START DATASET

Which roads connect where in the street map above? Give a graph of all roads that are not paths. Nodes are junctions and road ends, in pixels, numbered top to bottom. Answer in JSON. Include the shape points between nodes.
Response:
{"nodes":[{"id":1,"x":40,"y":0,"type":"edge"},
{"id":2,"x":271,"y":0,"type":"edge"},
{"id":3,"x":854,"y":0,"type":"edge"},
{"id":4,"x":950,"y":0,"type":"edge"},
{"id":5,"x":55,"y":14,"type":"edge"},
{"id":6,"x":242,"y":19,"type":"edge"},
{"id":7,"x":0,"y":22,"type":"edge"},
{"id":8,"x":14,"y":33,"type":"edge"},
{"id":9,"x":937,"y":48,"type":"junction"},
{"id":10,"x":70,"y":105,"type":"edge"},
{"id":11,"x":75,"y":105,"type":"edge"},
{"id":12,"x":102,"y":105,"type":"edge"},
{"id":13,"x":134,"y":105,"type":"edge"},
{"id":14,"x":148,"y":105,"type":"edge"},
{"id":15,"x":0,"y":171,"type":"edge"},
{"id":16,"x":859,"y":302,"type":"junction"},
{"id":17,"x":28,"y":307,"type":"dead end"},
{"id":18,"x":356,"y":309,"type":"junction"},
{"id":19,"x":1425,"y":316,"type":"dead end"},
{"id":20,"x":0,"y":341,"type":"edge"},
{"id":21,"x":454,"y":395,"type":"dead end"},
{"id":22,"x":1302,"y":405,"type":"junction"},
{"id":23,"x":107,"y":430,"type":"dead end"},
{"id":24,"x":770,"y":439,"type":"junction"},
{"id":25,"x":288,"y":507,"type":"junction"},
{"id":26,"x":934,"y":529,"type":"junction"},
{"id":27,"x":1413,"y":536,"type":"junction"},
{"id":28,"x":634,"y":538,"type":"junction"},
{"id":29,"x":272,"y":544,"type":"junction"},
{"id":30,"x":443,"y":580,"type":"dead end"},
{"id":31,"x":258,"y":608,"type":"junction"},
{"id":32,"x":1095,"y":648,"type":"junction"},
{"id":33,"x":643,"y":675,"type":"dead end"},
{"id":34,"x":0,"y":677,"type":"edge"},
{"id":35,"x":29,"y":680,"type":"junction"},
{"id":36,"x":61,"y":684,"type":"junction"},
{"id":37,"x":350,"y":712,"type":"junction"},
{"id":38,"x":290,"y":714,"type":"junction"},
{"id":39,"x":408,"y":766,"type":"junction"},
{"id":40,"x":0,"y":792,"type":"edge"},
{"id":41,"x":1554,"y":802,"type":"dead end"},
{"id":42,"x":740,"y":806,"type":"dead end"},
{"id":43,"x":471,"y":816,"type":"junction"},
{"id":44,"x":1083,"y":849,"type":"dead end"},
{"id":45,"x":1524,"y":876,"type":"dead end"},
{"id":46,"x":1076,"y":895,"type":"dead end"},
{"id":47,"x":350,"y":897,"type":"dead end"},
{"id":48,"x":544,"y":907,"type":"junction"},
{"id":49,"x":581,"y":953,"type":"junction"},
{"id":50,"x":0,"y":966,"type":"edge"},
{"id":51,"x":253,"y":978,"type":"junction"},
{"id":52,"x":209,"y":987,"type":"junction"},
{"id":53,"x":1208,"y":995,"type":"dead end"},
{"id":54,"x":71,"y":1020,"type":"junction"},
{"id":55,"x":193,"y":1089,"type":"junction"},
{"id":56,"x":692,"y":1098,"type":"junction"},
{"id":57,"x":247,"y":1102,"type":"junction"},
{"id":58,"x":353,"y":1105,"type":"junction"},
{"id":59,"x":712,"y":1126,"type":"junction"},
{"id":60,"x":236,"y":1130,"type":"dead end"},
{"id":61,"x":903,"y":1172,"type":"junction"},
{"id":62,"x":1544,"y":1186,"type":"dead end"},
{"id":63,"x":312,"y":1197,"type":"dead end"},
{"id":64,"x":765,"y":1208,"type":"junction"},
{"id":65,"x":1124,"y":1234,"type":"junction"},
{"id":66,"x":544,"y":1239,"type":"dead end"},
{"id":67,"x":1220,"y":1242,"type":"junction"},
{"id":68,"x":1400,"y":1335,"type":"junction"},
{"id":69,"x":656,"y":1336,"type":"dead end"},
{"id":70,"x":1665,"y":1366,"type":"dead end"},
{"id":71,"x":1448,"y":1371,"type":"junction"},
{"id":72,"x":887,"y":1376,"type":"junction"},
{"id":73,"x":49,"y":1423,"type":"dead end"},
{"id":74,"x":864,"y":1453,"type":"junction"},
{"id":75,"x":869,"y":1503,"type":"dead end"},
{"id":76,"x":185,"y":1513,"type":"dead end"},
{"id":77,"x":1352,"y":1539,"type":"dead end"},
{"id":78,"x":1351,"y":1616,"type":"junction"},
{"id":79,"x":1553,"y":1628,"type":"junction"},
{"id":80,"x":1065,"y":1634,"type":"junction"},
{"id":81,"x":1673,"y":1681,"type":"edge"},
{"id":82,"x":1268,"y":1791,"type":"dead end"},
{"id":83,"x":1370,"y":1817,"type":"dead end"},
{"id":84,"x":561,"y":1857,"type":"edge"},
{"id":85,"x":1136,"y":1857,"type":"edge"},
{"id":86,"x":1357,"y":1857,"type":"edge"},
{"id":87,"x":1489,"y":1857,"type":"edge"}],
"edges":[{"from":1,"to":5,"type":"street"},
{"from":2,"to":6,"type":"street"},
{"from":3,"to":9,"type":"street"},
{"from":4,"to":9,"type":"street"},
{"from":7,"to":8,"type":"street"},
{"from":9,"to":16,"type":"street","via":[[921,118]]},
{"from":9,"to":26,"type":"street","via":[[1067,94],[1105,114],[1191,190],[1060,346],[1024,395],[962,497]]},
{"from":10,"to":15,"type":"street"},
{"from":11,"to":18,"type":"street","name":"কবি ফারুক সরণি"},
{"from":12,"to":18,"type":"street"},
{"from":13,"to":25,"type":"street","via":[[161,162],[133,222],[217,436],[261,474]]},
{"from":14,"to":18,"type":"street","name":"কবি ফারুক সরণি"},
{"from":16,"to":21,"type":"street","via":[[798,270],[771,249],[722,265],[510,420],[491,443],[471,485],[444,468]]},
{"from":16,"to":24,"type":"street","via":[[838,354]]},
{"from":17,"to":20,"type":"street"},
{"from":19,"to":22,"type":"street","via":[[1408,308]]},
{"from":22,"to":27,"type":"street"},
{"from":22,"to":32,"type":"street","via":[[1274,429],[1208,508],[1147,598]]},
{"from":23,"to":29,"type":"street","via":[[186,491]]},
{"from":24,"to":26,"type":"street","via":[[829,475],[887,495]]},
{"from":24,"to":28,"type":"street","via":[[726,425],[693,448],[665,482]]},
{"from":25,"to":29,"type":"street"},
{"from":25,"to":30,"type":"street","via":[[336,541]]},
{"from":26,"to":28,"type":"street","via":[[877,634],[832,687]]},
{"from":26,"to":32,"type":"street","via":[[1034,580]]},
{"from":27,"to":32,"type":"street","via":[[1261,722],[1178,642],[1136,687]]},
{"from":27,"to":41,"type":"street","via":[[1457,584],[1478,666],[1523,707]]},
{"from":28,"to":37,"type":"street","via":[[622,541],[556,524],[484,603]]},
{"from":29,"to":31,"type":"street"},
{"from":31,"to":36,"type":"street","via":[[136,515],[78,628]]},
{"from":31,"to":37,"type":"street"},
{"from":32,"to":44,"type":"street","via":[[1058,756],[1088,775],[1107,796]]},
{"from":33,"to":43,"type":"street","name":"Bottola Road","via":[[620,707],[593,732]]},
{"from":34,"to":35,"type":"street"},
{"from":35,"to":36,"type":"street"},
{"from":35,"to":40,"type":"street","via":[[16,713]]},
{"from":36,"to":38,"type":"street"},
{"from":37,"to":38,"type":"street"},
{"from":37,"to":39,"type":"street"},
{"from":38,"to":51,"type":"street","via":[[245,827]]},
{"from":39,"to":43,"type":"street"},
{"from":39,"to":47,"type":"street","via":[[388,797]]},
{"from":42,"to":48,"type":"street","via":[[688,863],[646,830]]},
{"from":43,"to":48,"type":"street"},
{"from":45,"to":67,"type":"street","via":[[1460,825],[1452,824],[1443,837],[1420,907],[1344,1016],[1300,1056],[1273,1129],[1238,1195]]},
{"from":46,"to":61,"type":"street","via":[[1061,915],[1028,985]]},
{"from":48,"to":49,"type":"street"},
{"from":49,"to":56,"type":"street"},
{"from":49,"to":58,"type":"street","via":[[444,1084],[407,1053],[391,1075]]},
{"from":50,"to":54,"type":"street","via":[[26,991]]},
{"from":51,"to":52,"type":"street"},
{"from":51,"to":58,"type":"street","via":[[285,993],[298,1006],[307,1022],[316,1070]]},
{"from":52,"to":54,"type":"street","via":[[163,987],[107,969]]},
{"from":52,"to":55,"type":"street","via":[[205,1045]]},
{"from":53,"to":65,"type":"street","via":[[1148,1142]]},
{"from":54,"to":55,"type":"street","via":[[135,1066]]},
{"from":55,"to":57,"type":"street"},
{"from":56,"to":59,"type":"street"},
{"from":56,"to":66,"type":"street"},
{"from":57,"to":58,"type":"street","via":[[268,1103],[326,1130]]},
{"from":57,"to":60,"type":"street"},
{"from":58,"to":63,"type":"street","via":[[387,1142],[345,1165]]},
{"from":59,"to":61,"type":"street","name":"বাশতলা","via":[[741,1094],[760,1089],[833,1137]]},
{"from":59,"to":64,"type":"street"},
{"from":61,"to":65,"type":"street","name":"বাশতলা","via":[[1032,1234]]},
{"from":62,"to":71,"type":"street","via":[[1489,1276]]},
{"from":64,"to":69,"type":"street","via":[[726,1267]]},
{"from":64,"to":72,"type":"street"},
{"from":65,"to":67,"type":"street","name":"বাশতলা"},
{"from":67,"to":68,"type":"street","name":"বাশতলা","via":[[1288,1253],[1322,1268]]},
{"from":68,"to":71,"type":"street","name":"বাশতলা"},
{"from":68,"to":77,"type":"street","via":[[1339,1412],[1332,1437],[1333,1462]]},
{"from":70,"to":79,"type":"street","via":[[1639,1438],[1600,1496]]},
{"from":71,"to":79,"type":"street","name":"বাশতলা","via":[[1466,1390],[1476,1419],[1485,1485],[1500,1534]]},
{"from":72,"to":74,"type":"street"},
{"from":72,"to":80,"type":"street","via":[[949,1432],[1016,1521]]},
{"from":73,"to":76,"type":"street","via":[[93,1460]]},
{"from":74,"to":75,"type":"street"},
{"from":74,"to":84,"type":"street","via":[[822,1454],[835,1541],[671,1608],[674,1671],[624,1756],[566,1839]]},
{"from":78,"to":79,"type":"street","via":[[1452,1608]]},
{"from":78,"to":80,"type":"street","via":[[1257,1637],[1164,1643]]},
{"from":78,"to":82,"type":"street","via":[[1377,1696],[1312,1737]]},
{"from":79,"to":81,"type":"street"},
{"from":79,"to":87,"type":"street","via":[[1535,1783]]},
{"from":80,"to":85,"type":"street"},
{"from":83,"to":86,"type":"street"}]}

END DATASET

EXERCISE BRIEF:
Please work out how many lines in the listing above contain the string "nodes", and answer with that number only.

TASK RESPONSE:
2